Problem to solve: Return a faithful copy of all the entries, omitting the images.

━━━━━━━━

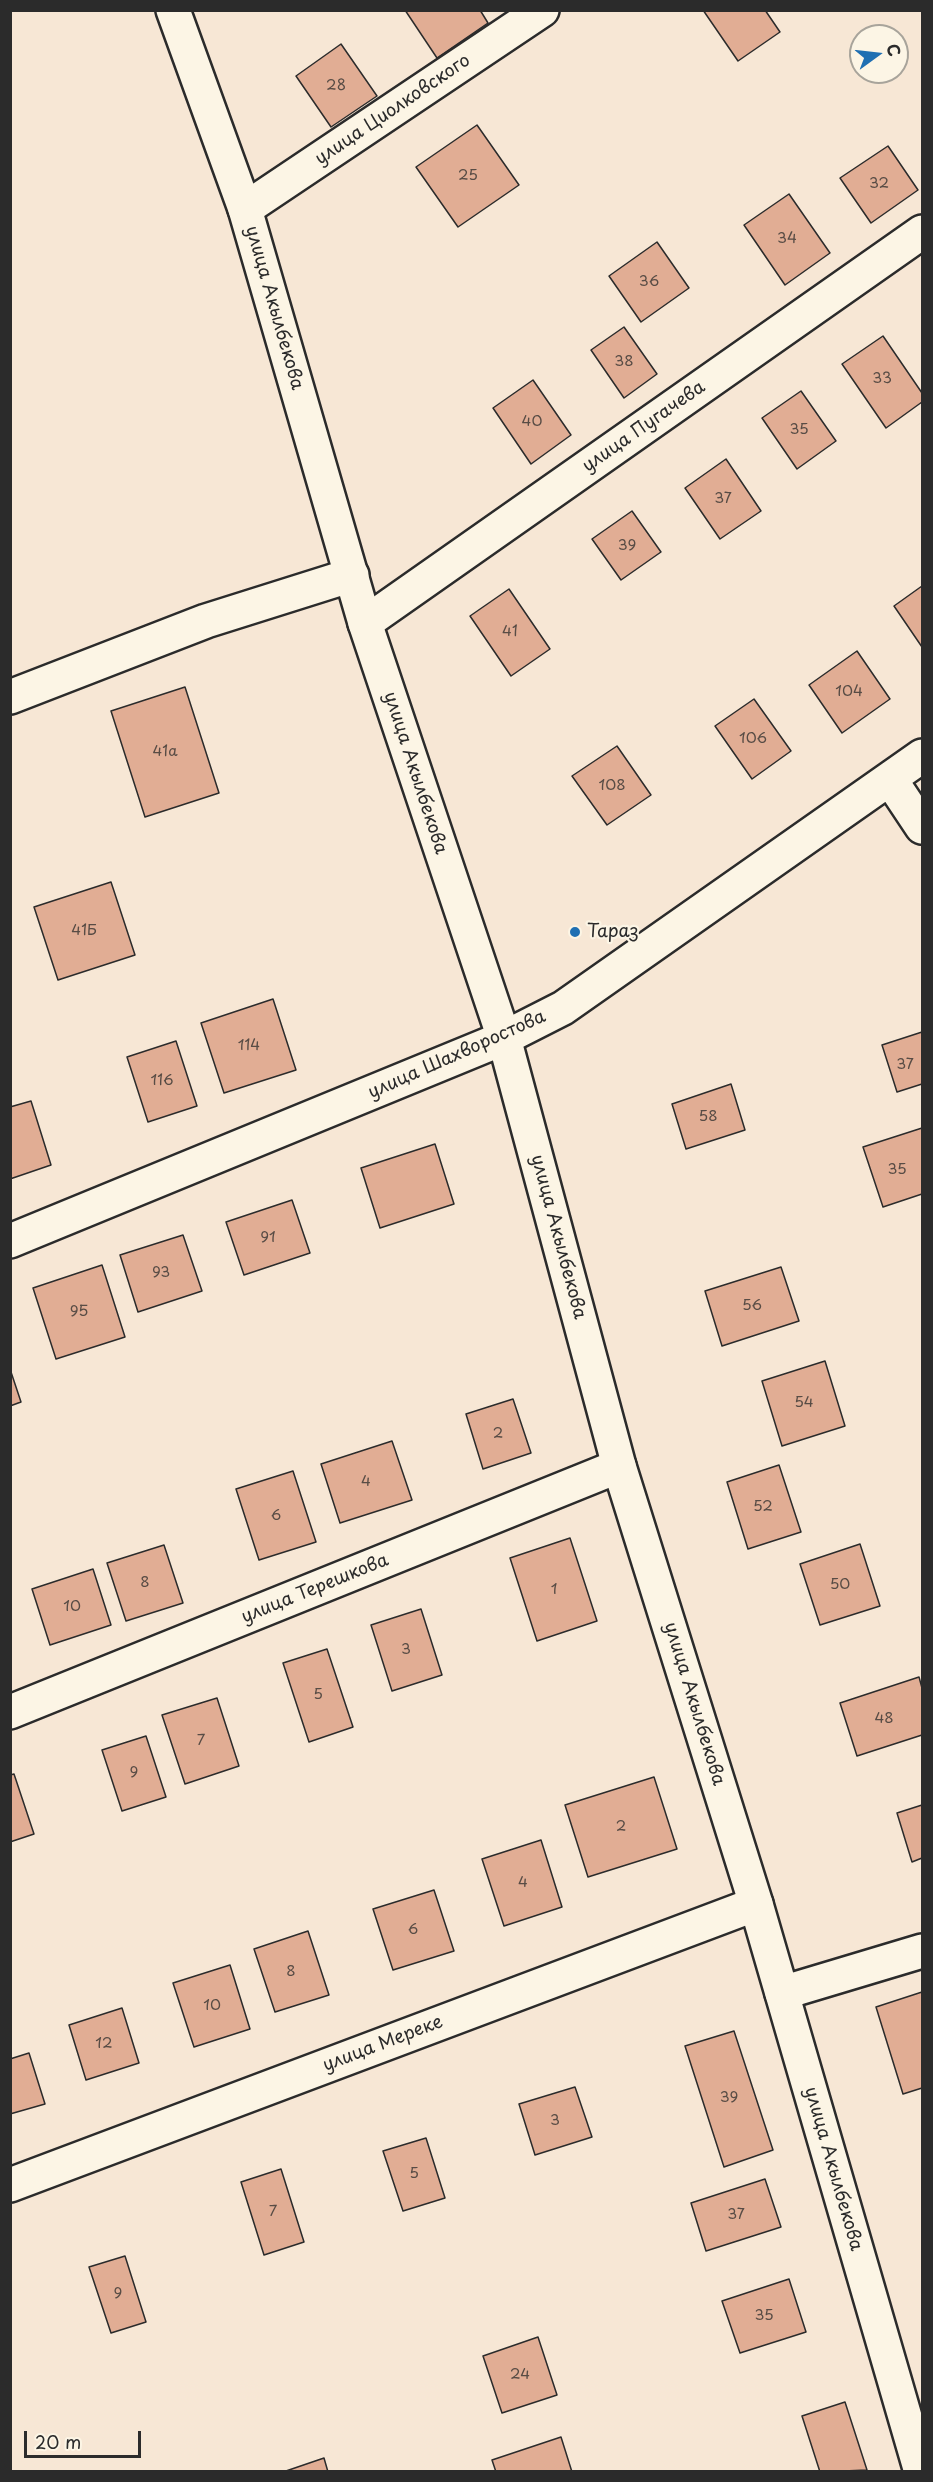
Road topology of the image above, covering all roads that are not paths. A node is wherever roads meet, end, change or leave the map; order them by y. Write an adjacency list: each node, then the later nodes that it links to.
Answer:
1 (172, 10): 3 (street, улица Акылбекова)
2 (542, 10): 3 (street, улица Циолковского)
3 (245, 209): 5 (street, улица Акылбекова)
4 (922, 232): 6 (street, улица Пугачева)
5 (352, 575): 6 (street, улица Акылбекова); 7 (street)
6 (365, 623): 11 (street, улица Акылбекова)
7 (10, 697)
8 (922, 756): 9 (street, улица Шахворостова)
9 (890, 779): 10 (street); 11 (street, улица Шахворостова)
10 (922, 826)
11 (504, 1038): 12 (street, улица Шахворостова); 13 (street, улица Акылбекова)
12 (10, 1241)
13 (619, 1466): 14 (street, улица Терешкова); 15 (street, улица Акылбекова)
14 (10, 1712)
15 (756, 1904): 17 (street, улица Акылбекова); 18 (street, улица Мереке)
16 (922, 1951): 17 (street)
17 (782, 1993): 19 (street, улица Акылбекова)
18 (10, 2185)
19 (921, 2472)

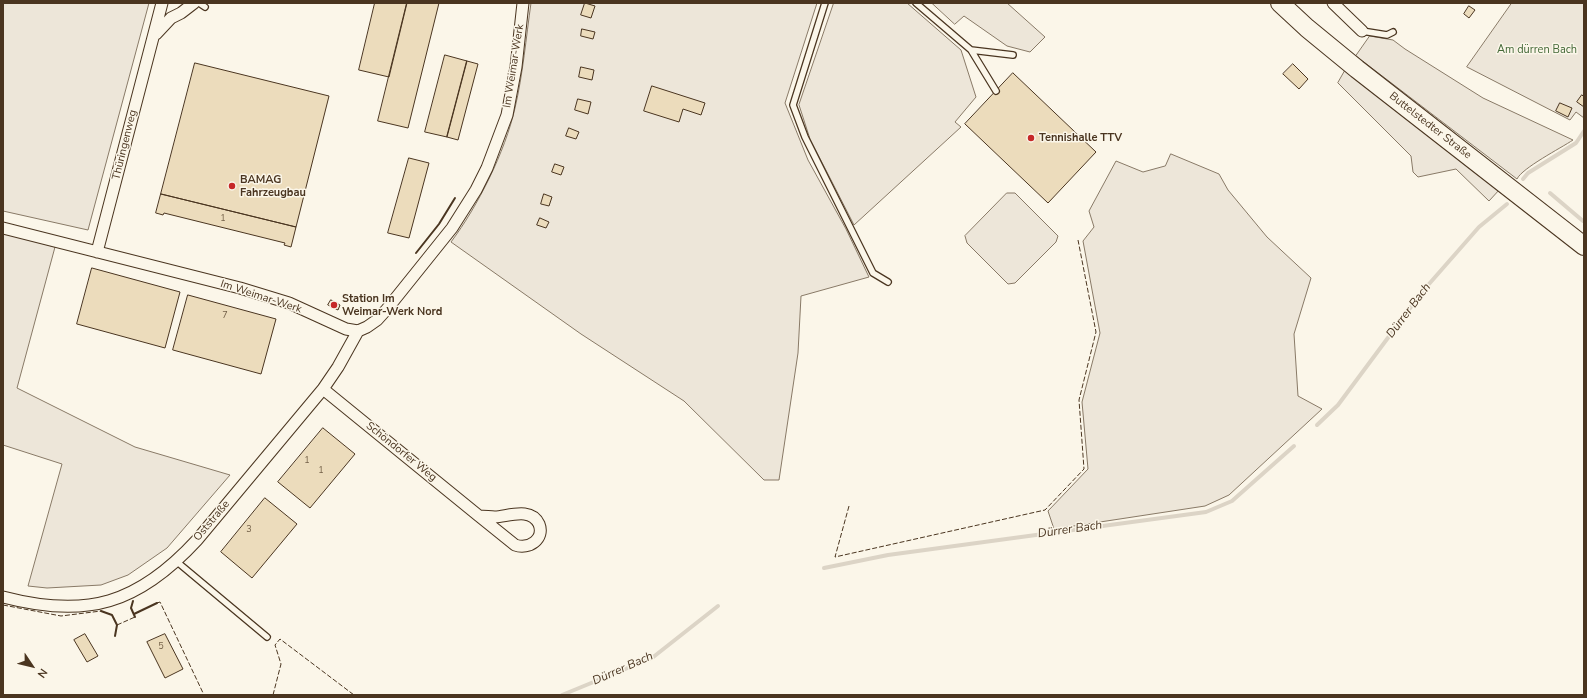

━━━━━━━━

Answer for the task:
Road topology of the image above, covering all roads that are not paths. A node is wherever roads meet, end, change or leave the map; order them by y. Write an adjacency list: each node, then the later nodes that it links to.
Answer:
1 (172, 10): 3 (street, улица Акылбекова)
2 (542, 10): 3 (street, улица Циолковского)
3 (245, 209): 5 (street, улица Акылбекова)
4 (922, 232): 6 (street, улица Пугачева)
5 (352, 575): 6 (street, улица Акылбекова); 7 (street)
6 (365, 623): 11 (street, улица Акылбекова)
7 (10, 697)
8 (922, 756): 9 (street, улица Шахворостова)
9 (890, 779): 10 (street); 11 (street, улица Шахворостова)
10 (922, 826)
11 (504, 1038): 12 (street, улица Шахворостова); 13 (street, улица Акылбекова)
12 (10, 1241)
13 (619, 1466): 14 (street, улица Терешкова); 15 (street, улица Акылбекова)
14 (10, 1712)
15 (756, 1904): 17 (street, улица Акылбекова); 18 (street, улица Мереке)
16 (922, 1951): 17 (street)
17 (782, 1993): 19 (street, улица Акылбекова)
18 (10, 2185)
19 (921, 2472)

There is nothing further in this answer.